Encoder: 
A network model that reads the photograph input and encodes the content
into a fixed-length vector using an internal representation.

Decoder: 
A network model that reads the encoded photograph and generates the textual
description output.

# BLEU

BLEU, or the Bilingual Evaluation Understudy, is a score for comparing a candidate translation of text to one or more reference translations. Although developed for translation, it can be used to evaluate text generated for a suite of natural language processing tasks.

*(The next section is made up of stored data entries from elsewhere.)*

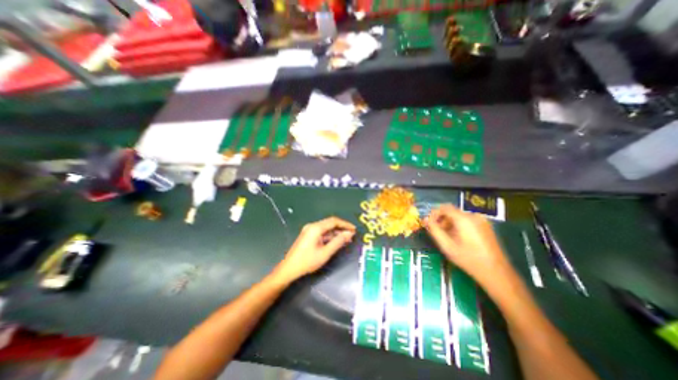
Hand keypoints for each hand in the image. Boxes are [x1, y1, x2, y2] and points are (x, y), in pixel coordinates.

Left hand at [273, 217, 354, 284]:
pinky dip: (330, 236)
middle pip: (330, 223)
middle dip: (342, 228)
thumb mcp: (325, 253)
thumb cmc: (307, 261)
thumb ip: (338, 242)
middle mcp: (312, 226)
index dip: (345, 224)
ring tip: (347, 239)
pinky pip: (322, 233)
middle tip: (352, 235)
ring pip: (326, 228)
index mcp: (316, 228)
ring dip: (336, 233)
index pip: (334, 221)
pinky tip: (337, 241)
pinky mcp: (308, 235)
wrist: (289, 269)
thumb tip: (349, 234)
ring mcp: (309, 230)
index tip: (354, 229)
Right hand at [423, 205, 519, 293]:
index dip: (434, 213)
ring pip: (459, 216)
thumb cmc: (468, 259)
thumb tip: (425, 219)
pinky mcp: (486, 226)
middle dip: (441, 220)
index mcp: (464, 219)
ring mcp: (481, 220)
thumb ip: (434, 230)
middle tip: (437, 232)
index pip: (444, 207)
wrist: (496, 272)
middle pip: (452, 212)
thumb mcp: (447, 245)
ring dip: (449, 223)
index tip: (428, 223)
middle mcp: (473, 216)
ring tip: (447, 237)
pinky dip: (459, 226)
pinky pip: (467, 220)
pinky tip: (458, 238)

#### How to calculate BLEU Score using sentence_bleu

In [1]:
from nltk.translate.bleu_score import sentence_bleu
reference = [[ 'this', 'is', 'a', 'test'], ['this', 'is' 'test' ]]
candidate = [ 'this', 'is', 'a', 'test']
score = sentence_bleu(reference, candidate)
print(score)

1.0


#### How to calculate BLEU Score using corpus_bleu

In [2]:
# two references for one document
from nltk.translate.bleu_score import corpus_bleu
references = [[['this', 'is', 'a', 'test'], ['this' , 'is' 'test']]]
candidates = [['this', 'is', 'a', 'test']]
score = corpus_bleu(references, candidates)
print(score)

1.0


#### 1-gram individual BLEU

In [4]:
from nltk.translate.bleu_score import sentence_bleu
reference = [[ ' this ' , ' is ' , ' small ' , ' test ' ]]
candidate = [ ' this ' , ' is ' , ' a ' , ' test ' ]
score = sentence_bleu(reference, candidate, weights=(1, 0, 0, 0))
print(score)

0.75


#### n-gram individual BLEU

In [5]:
from nltk.translate.bleu_score import sentence_bleu
reference = [[ ' this ' , ' is ' , ' a ' , ' test ' ]]
candidate = [ ' this ' , ' is ' , ' a ' , ' test ' ]
print('Individual 1-gram: %f ' % sentence_bleu(reference, candidate, weights=(1,0,0,0)))
print('Individual 2-gram: %f ' % sentence_bleu(reference, candidate, weights=(1,1,0,0)))
print('Individual 3-gram: %f ' % sentence_bleu(reference, candidate, weights=(1,0,1,0)))
print('Individual 4-gram: %f ' % sentence_bleu(reference, candidate, weights=(1,0,0,1)))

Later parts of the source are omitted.